Are those languages really more suitable for fast prototyping?

Posted Oct 29, 2024 18:11 UTC (Tue) by Paf (subscriber, #91811) [Link] (1 responses)

I regularly prototype small changes to a large program, so compiler speed is a concern (or at least an annoyance) for me. I think lots of folks who work on large projects are the same?

Are those languages really more suitable for fast prototyping?

Posted Oct 30, 2024 9:21 UTC (Wed) by taladar (subscriber, #68407) [Link]

I don't think changes to existing programs are the type of prototyping people mean when they say they would choose one language or the other for prototyping. That sort of implies that you do not have to stay compatible with an existing code base.

C++ incremental compilation vs Rust’s

Posted Oct 29, 2024 11:54 UTC (Tue) by mmechri (subscriber, #95694) [Link]

> Rust's incremental compilation could also use some improvement, Li said. C++ does a better job there, because Rust's lexing, parsing, and macro expansion are not yet incremental.

I didn’t understand the comparison with C++. What is it that C++ does better than Rust when it comes to incremental compilation?

Why parallelise the parser?

Posted Nov 1, 2024 13:58 UTC (Fri) by anton (subscriber, #25547) [Link] (1 responses)

Does Rust generate huge output from text-macro processing? Or what makes the parsing such a time-consuming operation that parallel processing of that part appears to be a promising way towards smaller elapsed compile times?

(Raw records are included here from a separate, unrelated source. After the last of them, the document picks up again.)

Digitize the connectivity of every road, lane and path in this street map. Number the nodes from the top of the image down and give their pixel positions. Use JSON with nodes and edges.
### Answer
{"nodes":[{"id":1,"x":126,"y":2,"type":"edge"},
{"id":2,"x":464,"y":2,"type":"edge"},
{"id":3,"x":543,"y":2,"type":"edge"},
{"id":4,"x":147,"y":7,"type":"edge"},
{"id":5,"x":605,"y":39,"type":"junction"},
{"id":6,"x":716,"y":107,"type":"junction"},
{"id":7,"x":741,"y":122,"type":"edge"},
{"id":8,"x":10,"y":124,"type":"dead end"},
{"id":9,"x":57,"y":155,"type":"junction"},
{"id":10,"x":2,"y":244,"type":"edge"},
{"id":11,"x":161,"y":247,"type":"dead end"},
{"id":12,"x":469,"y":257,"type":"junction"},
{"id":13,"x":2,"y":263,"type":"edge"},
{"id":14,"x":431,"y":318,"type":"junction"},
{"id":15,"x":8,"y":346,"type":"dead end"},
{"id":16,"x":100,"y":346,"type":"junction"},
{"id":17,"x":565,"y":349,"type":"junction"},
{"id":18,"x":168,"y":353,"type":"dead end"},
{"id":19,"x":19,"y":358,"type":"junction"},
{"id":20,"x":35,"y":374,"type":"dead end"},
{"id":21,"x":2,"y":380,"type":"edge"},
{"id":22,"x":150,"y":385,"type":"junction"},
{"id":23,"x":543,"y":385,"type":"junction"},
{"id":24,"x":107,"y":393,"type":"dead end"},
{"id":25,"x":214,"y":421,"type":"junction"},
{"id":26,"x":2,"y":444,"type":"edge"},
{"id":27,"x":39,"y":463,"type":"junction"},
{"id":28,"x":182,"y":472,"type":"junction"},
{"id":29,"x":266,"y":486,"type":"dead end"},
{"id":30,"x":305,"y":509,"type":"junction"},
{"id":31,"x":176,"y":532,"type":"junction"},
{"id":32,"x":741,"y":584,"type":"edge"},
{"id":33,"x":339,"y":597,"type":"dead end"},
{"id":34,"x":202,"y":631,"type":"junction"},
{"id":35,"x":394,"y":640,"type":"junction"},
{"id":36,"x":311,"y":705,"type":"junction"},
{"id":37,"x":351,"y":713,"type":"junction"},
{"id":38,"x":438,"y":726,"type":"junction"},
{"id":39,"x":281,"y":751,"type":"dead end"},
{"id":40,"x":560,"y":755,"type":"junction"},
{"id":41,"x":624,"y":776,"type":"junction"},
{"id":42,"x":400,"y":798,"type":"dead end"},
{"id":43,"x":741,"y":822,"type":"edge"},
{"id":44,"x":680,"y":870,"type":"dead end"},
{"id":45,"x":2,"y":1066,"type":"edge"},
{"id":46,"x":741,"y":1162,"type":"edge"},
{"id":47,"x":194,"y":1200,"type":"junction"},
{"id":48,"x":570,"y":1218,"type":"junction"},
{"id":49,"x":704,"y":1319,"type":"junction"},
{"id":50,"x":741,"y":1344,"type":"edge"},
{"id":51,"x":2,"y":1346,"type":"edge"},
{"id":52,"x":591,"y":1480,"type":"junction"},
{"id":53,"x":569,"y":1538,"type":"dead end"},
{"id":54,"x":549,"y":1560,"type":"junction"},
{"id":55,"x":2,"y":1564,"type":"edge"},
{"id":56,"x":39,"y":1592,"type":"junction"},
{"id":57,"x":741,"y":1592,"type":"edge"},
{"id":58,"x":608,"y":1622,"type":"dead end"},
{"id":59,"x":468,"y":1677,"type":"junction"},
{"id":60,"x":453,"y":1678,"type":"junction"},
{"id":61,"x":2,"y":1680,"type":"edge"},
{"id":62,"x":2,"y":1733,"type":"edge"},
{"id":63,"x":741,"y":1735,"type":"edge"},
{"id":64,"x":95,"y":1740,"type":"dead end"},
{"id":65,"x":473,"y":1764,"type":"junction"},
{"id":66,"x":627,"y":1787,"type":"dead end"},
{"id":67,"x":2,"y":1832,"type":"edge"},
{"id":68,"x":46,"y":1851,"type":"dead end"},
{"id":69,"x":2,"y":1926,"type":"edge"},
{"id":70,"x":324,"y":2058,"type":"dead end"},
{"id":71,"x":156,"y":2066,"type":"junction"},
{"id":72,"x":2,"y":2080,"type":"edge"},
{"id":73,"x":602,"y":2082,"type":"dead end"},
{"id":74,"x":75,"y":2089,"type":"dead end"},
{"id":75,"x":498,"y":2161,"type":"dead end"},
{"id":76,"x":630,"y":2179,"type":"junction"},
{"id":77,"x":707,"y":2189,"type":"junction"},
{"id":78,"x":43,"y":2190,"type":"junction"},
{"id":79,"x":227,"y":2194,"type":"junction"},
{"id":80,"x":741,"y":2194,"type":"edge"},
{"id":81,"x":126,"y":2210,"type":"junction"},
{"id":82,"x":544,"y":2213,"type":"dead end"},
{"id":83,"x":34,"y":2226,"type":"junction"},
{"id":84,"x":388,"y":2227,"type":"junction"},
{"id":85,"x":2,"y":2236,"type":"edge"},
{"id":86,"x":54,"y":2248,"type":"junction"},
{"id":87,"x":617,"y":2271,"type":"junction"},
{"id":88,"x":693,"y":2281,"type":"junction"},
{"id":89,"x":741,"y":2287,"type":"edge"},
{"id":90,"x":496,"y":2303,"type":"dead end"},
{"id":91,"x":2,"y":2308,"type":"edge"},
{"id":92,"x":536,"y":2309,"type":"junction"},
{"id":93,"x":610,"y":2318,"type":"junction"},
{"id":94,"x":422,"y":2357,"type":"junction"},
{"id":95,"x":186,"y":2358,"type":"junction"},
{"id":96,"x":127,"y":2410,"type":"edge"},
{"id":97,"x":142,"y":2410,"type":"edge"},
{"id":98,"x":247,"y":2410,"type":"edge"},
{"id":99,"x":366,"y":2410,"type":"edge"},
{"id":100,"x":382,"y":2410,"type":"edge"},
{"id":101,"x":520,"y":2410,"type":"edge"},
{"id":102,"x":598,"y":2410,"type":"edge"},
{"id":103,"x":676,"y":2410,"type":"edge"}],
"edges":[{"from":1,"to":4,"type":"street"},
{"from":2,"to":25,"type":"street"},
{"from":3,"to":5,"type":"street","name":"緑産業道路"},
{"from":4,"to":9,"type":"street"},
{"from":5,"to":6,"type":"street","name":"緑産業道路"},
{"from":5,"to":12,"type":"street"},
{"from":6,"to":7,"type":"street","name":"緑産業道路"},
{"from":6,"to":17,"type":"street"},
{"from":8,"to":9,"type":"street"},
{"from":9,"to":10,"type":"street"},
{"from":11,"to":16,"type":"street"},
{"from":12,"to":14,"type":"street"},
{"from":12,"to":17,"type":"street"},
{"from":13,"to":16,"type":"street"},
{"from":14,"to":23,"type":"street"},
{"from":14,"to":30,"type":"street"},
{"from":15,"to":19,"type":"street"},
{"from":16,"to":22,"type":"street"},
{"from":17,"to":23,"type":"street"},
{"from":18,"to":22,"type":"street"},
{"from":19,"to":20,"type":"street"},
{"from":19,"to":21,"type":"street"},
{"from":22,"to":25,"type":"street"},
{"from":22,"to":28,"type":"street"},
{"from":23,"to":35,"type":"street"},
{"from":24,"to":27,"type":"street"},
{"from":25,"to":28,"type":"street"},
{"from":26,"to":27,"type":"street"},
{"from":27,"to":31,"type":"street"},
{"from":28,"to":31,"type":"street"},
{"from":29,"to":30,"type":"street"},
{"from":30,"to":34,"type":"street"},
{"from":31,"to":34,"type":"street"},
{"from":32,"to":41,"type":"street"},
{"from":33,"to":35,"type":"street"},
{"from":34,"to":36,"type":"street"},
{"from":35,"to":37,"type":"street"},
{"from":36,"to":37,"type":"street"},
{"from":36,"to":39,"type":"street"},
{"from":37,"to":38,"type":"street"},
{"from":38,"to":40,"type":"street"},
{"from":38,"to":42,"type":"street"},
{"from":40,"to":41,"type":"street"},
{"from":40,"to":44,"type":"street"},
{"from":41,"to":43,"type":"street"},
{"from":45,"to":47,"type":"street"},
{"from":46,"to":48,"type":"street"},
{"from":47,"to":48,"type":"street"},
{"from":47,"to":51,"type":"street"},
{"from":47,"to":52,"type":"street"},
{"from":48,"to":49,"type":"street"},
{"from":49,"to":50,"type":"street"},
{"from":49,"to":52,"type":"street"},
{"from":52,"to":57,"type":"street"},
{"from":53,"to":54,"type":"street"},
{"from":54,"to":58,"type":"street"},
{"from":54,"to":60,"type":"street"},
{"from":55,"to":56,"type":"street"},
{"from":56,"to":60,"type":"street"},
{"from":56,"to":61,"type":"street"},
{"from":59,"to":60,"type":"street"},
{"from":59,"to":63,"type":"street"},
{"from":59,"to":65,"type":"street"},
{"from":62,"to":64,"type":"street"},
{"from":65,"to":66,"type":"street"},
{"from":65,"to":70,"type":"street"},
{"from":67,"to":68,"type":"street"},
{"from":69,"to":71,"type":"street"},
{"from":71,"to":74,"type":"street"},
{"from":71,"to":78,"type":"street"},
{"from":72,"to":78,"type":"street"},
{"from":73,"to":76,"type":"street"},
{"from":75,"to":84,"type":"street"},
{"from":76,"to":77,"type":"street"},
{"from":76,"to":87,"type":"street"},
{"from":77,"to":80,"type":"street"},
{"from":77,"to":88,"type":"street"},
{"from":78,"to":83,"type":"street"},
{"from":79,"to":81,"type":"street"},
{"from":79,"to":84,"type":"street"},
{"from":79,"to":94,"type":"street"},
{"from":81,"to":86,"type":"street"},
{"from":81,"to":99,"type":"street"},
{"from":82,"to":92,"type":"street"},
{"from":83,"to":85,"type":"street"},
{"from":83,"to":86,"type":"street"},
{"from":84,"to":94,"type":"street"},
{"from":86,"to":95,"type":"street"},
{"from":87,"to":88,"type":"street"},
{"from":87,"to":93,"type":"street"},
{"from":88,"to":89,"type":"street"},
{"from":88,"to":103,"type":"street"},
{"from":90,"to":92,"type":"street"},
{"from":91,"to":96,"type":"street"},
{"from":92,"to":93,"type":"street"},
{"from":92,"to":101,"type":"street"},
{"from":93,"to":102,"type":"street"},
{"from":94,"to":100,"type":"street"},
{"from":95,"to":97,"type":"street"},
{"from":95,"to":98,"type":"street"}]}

My expectation is that the compiler spends nearly all of its time in the checking parts and in the LLVM back end.

Why parallelise the parser?

Posted Nov 1, 2024 15:49 UTC (Fri) by atnot (subscriber, #124910) [Link]

My probably outdated memory is that the main point is being able to kick stuff to LLVM sooner. As mentioned the codegen is parallel already, but those threads only get spawned sequentially and all of them have to finish, across all crates, before linking can start. This means that if, say, you get unlucky and a heavy task gets started towards the end, you'll be waiting a while. With a parallel frontend you get to start those tasks earlier, which indeed doesn't affect the bulk of the runtime, but lessens the impact from stagglers. The parser is particularly relevant bottleneck there because you can't really start to divide up the work until you've traced all of the modules and imports and know what you need to compile.